# Female Puppy 'Mounting'.....normal?



## tuffycuddles (Sep 25, 2008)

is it normal that my female puppy keeps humping my leg..and even mounting and humping other dogs... ? i know this is more than normal with male dogs....i dunno i just find it odd...does anyone know why she'd be doing this?


----------



## Shalva (Mar 23, 2007)

tuffycuddles said:


> is it normal that my female puppy keeps humping my leg..and even mounting and humping other dogs... ? i know this is more than normal with male dogs....i dunno i just find it odd...does anyone know why she'd be doing this?



it is totally normal and just tell her to stop and then get her another toy to teach her what to do .... 

so often we are quick to tell a dog what not to do but forget to tell them what they can do 

so a stop and a walk away and the redirection to a toy should teach her fairly quickly that its not appropriate behavior .
s


----------



## Jr. Dog Expert (Sep 11, 2007)

Its usually a sign of an dominant female, like Shalva said, just redirect her attention so that she isn't doing it to you. Once some sort of hierarchy is establish it should dissipate.


----------



## tuffycuddles (Sep 25, 2008)

...thanks!


----------



## Poly (Sep 19, 2007)

You don't say how old your dog is but looking at the pictures she appears to be a puppy and not sexually mature. 

So you should realize that this is not sexual activity and has everything to do with dominance behavior, as has been said. 



tuffycuddles said:


> is it normal that my female puppy keeps humping my leg..


It may be "normal" but it is extremely undesirable. Do NOT allow your dog to do this. Do NOT lure her away or give her a reward of any kind when she tries it. 

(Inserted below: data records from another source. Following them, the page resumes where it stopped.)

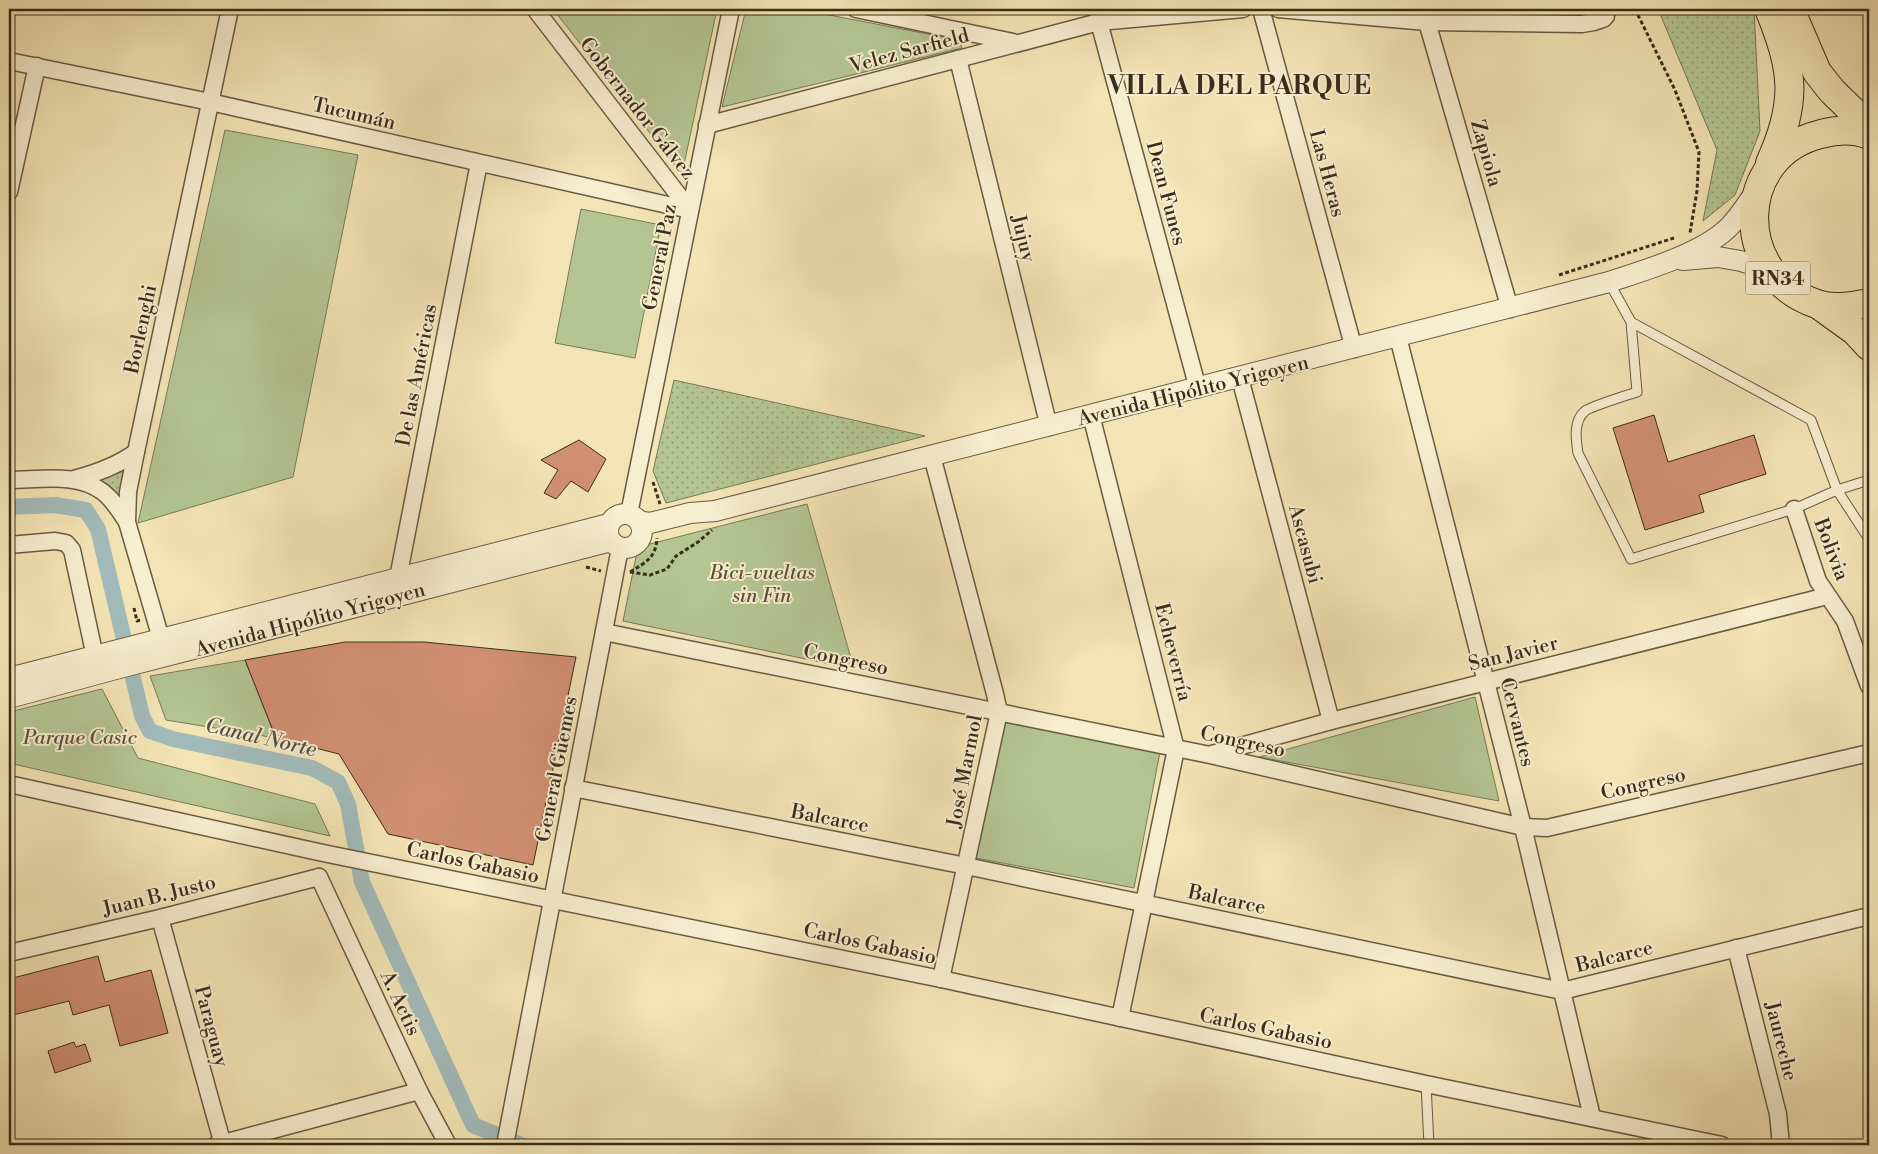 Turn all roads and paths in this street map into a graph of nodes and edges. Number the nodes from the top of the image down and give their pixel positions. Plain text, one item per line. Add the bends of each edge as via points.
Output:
1 (230, 9) edge
2 (535, 9) edge
3 (731, 9) edge
4 (856, 9) edge
5 (1243, 9) edge
6 (1260, 9) edge
7 (1278, 9) edge
8 (1769, 9) edge
9 (1790, 9) edge
10 (1605, 14) edge
11 (1099, 15) edge
12 (1426, 15) edge
13 (1015, 43) junction
14 (958, 59) junction
15 (9, 61) edge
16 (37, 66) junction
17 (210, 102) junction
18 (707, 125) junction
19 (1869, 127) edge
20 (1869, 135) edge
21 (479, 163) junction
22 (1763, 178) junction
23 (9, 192) edge
24 (690, 210) junction
25 (1668, 261) junction
26 (1769, 270) junction
27 (1609, 282) junction
28 (1869, 303) edge
29 (1818, 304) junction
30 (1510, 309) junction
31 (1631, 322) junction
32 (1398, 337) junction
33 (1869, 346) edge
34 (1354, 349) junction
35 (1240, 378) junction
36 (1198, 389) junction
37 (1091, 416) junction
38 (1049, 427) junction
39 (136, 452) junction
40 (932, 456) junction
41 (74, 479) junction
42 (9, 480) edge
43 (1869, 480) edge
44 (1837, 490) junction
45 (1794, 509) junction
46 (127, 522) junction
47 (636, 525) junction
48 (613, 538) junction
49 (1869, 539) edge
50 (9, 545) edge
51 (400, 587) junction
52 (1827, 596) junction
53 (133, 605) dead end
54 (153, 617) junction
55 (604, 632) junction
56 (153, 650) junction
57 (104, 663) junction
58 (9, 678) edge
59 (1486, 681) junction
60 (1869, 686) edge
61 (9, 698) edge
62 (999, 712) junction
63 (1331, 721) junction
64 (1176, 748) junction
65 (1869, 752) edge
66 (1210, 755) junction
67 (9, 784) edge
68 (573, 788) junction
69 (1523, 827) junction
70 (328, 854) junction
71 (966, 866) junction
72 (319, 877) junction
73 (552, 900) junction
74 (1145, 903) junction
75 (1869, 916) edge
76 (160, 918) junction
77 (1736, 948) junction
78 (9, 953) edge
79 (941, 979) junction
80 (1562, 991) junction
81 (1120, 1018) junction
82 (1426, 1084) junction
83 (419, 1091) junction
84 (1592, 1118) junction
85 (220, 1145) edge
86 (448, 1145) edge
87 (505, 1145) edge
88 (1430, 1145) edge
89 (1722, 1145) edge
90 (1781, 1145) edge

1 - 17 street, Borlenghi
2 - 24 street, Gobernador Gálvez
3 - 18 street, General Paz
4 - 13 street
5 - 11 street, Velez Sarfield
6 - 34 street, Las Heras
7 - 12 street
8 - 22 highway, RN34 via 1784,50 1790,87 1782,137
9 - 19 highway via 1817,72
10 - 12 street via 1582,24
11 - 13 street, Velez Sarfield
11 - 36 street, Dean Funes
12 - 30 street, Zapiola
13 - 14 street, Velez Sarfield
14 - 18 street, Velez Sarfield
14 - 38 street, Jujuy
15 - 16 street, Tucumán
16 - 17 street, Tucumán
16 - 23 street
17 - 21 street, Tucumán
17 - 39 street, Borlenghi
18 - 24 street, General Paz
20 - 22 highway, RN34 via 1834,131 1807,137 1783,152
21 - 24 street, Tucumán
21 - 51 street, De las Américas
22 - 25 street, Avenida Hipólito Yrigoyen via 1727,229 1704,245
22 - 26 highway, RN34 via 1753,214 1756,244
24 - 47 street, General Paz
25 - 26 street, Avenida Hipólito Yrigoyen via 1718,257
25 - 27 street, Avenida Hipólito Yrigoyen
26 - 29 highway, RN34 via 1790,291
27 - 30 street, Avenida Hipólito Yrigoyen
27 - 31 lane
28 - 29 highway, RN34 via 1845,307
29 - 33 highway, RN34 via 1855,330
30 - 32 street, Avenida Hipólito Yrigoyen
31 - 44 lane via 1810,420
31 - 45 lane via 1637,392 1585,411 1577,423 1576,438 1578,453 1631,559
32 - 34 street, Avenida Hipólito Yrigoyen
32 - 59 street, Cervantes
34 - 35 street, Avenida Hipólito Yrigoyen
35 - 36 street, Avenida Hipólito Yrigoyen
35 - 63 street, Ascasubi
36 - 37 street, Avenida Hipólito Yrigoyen
37 - 38 street, Avenida Hipólito Yrigoyen
37 - 64 street, Echeverría
38 - 40 street, Avenida Hipólito Yrigoyen
39 - 41 street via 108,468
39 - 46 street, Borlenghi via 128,492
40 - 47 street, Avenida Hipólito Yrigoyen via 715,511 697,525 658,534
40 - 62 street, José Marmol
41 - 42 street
41 - 46 street via 102,491
43 - 44 lane
44 - 45 lane
44 - 49 lane
45 - 52 street, Bolivia via 1818,581
46 - 54 street, Borlenghi
47 - 48 street, Avenida Hipólito Yrigoyen via 631,547
47 - 48 street, Avenida Hipólito Yrigoyen via 619,514 611,520
48 - 51 street, Avenida Hipólito Yrigoyen
48 - 55 street, General Güemes
50 - 57 street via 55,541 66,543 72,550
51 - 56 street, Avenida Hipólito Yrigoyen
52 - 59 street, San Javier
52 - 60 street, Bolivia via 1845,621
53 - 54 path via 137,621
54 - 56 street, Borlenghi
55 - 62 street, Congreso
55 - 68 street, General Güemes
56 - 57 street, Avenida Hipólito Yrigoyen
57 - 58 street, Avenida Hipólito Yrigoyen
57 - 61 street, Avenida Hipólito Yrigoyen
59 - 63 street, San Javier
59 - 69 street, Cervantes
62 - 64 street, Congreso
62 - 71 street, José Marmol
63 - 66 street, San Javier
64 - 66 street, Congreso
64 - 74 street, Echeverría
65 - 69 street, Congreso via 1548,828
66 - 69 street, Congreso
67 - 70 street, Carlos Gabasio
68 - 71 street, Balcarce
68 - 73 street, General Güemes
69 - 80 street, Cervantes
70 - 72 street
70 - 73 street, Carlos Gabasio
71 - 74 street, Balcarce
71 - 79 street, José Marmol
72 - 76 street, Juan B. Justo
72 - 83 street, A. Actis
73 - 79 street, Carlos Gabasio
73 - 87 street, General Güemes
74 - 80 street, Balcarce
74 - 81 street, Echeverría
75 - 77 street, Balcarce
76 - 78 street, Juan B. Justo
76 - 85 street, Paraguay
77 - 80 street, Balcarce
77 - 90 street, Jaureche via 1778,1114
79 - 81 street, Carlos Gabasio
80 - 84 street, Cervantes
81 - 82 street, Carlos Gabasio
82 - 84 street, Carlos Gabasio
82 - 88 lane
83 - 85 street
83 - 86 street, A. Actis
84 - 89 street, Carlos Gabasio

You MUST demonstrate your leadership if she tries this again - with you or with anyone else. A firm "OFF" - which you must enforce - followed by a "SIT" and a "DOWN". And keep her in the down position for a while. 

Don't let her up until she is completely calm.

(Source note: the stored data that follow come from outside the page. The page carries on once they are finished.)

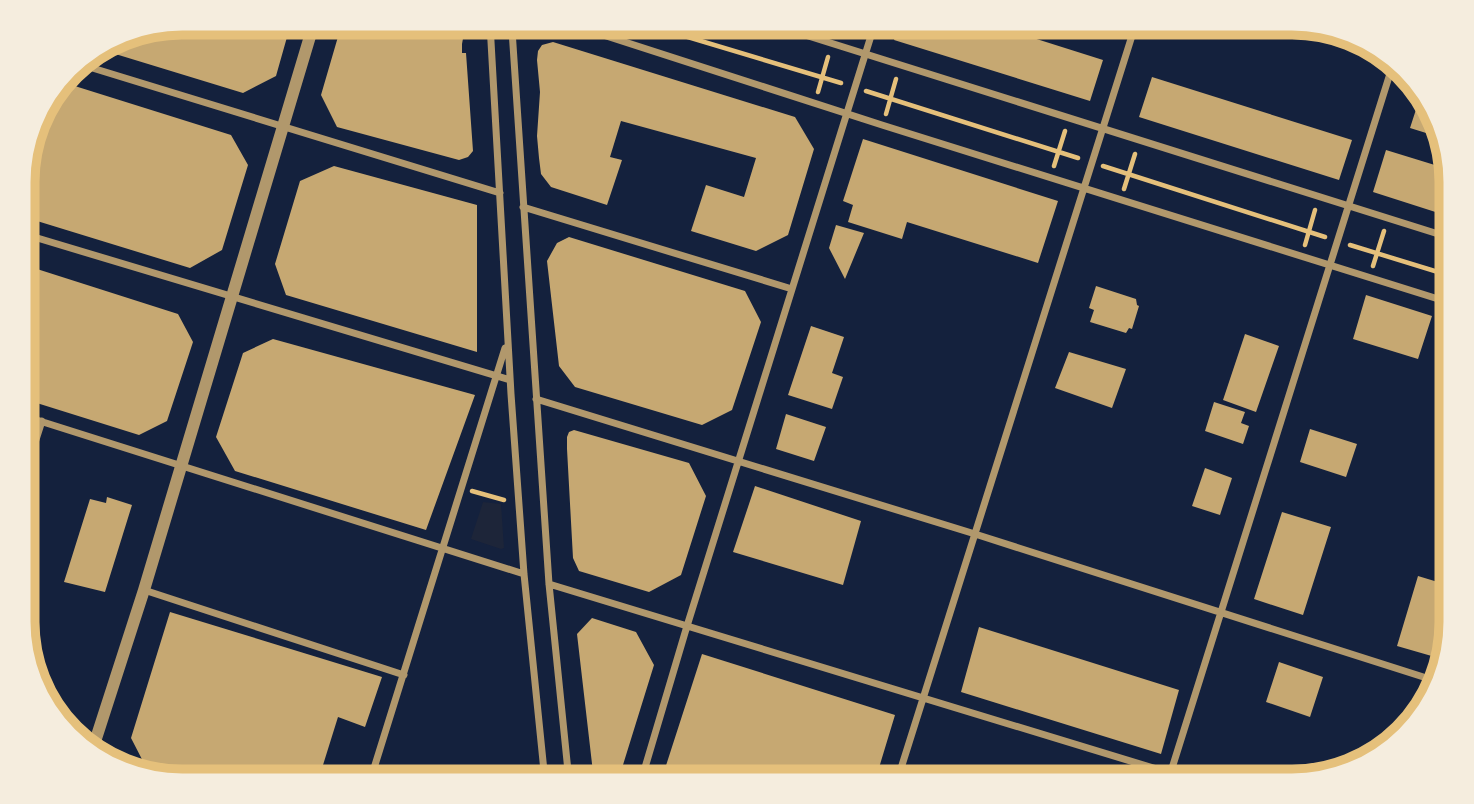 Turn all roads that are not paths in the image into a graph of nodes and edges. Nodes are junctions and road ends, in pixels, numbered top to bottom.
1 (310, 35) edge
2 (490, 35) edge
3 (512, 35) edge
4 (603, 35) edge
5 (806, 35) edge
6 (871, 35) edge
7 (1132, 35) edge
8 (866, 53) junction
9 (89, 68) edge
10 (1390, 73) edge
11 (847, 114) junction
12 (282, 128) junction
13 (1102, 129) junction
14 (1084, 188) junction
15 (500, 193) junction
16 (1348, 206) junction
17 (523, 207) junction
18 (1439, 234) edge
19 (35, 237) edge
20 (1330, 265) junction
21 (792, 289) junction
22 (231, 296) junction
23 (1439, 299) edge
24 (508, 341) junction
25 (497, 377) junction
26 (510, 380) junction
27 (536, 399) junction
28 (35, 419) edge
29 (41, 421) junction
30 (35, 441) edge
31 (738, 462) junction
32 (180, 464) junction
33 (975, 534) junction
34 (443, 550) junction
35 (524, 575) junction
36 (549, 584) junction
37 (144, 590) junction
38 (1220, 613) junction
39 (687, 626) junction
40 (404, 675) junction
41 (1427, 678) edge
42 (924, 697) junction
43 (95, 741) edge
44 (374, 769) edge
45 (544, 769) edge
46 (568, 769) edge
47 (645, 769) edge
48 (901, 769) edge
49 (1144, 769) edge
50 (1171, 769) edge

1 - 12 street
2 - 15 street
3 - 17 street
4 - 11 street
5 - 8 street
6 - 8 street
7 - 13 street
8 - 11 street
8 - 13 street
9 - 12 street
10 - 16 street
11 - 14 street
11 - 21 street
12 - 15 street
12 - 22 street
13 - 14 street
13 - 16 street
14 - 20 street
14 - 33 street
15 - 24 street
16 - 18 street
16 - 20 street
17 - 21 street
17 - 27 street
19 - 22 street
20 - 23 street
20 - 38 street
21 - 31 street
22 - 25 street
22 - 32 street
24 - 25 street
24 - 26 street
25 - 26 street
25 - 34 street
26 - 35 street
27 - 31 street
27 - 36 street
28 - 29 street
29 - 30 street
29 - 32 street
31 - 33 street
31 - 39 street
32 - 34 street
32 - 37 street
33 - 38 street
33 - 42 street
34 - 35 street
34 - 40 street
35 - 45 street
36 - 39 street
36 - 46 street
37 - 40 street
37 - 43 street
38 - 41 street
38 - 50 street
39 - 42 street
39 - 47 street
40 - 44 street
42 - 48 street
42 - 49 street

Do this properly and you should only have to do it a few times before she will get the idea. Puppies are very responsive to signals. 



tuffycuddles said:


> and even mounting and humping other dogs... ?


This is very impolite doggy behavior. Equivalent in human terms to someone coming up to you and spitting in your face. Many dogs won't submit to this and will react violently when another dog tries it. 

She may still be on her "puppy pass" - it generally lasts about four months or so - or perhaps she has been lucky enough to only encounter submissive dogs. In any event, don't expect this tolerance to be the rule - better to prevent it from escalating by not letting her do it anymore. 




tuffycuddles said:


> i know this is more than normal with male dogs....i dunno i just find it odd...does anyone know why she'd be doing this?


Males... Females...same same. It is an attempt at dominance. 

It sounds like you only have one dog. If you had more than one, they would quickly sort this out themselves.

Try this - get a large soft toy animal - Coleman made some nice ones but I understand they are discontinued  - and let her use that as her dominance target.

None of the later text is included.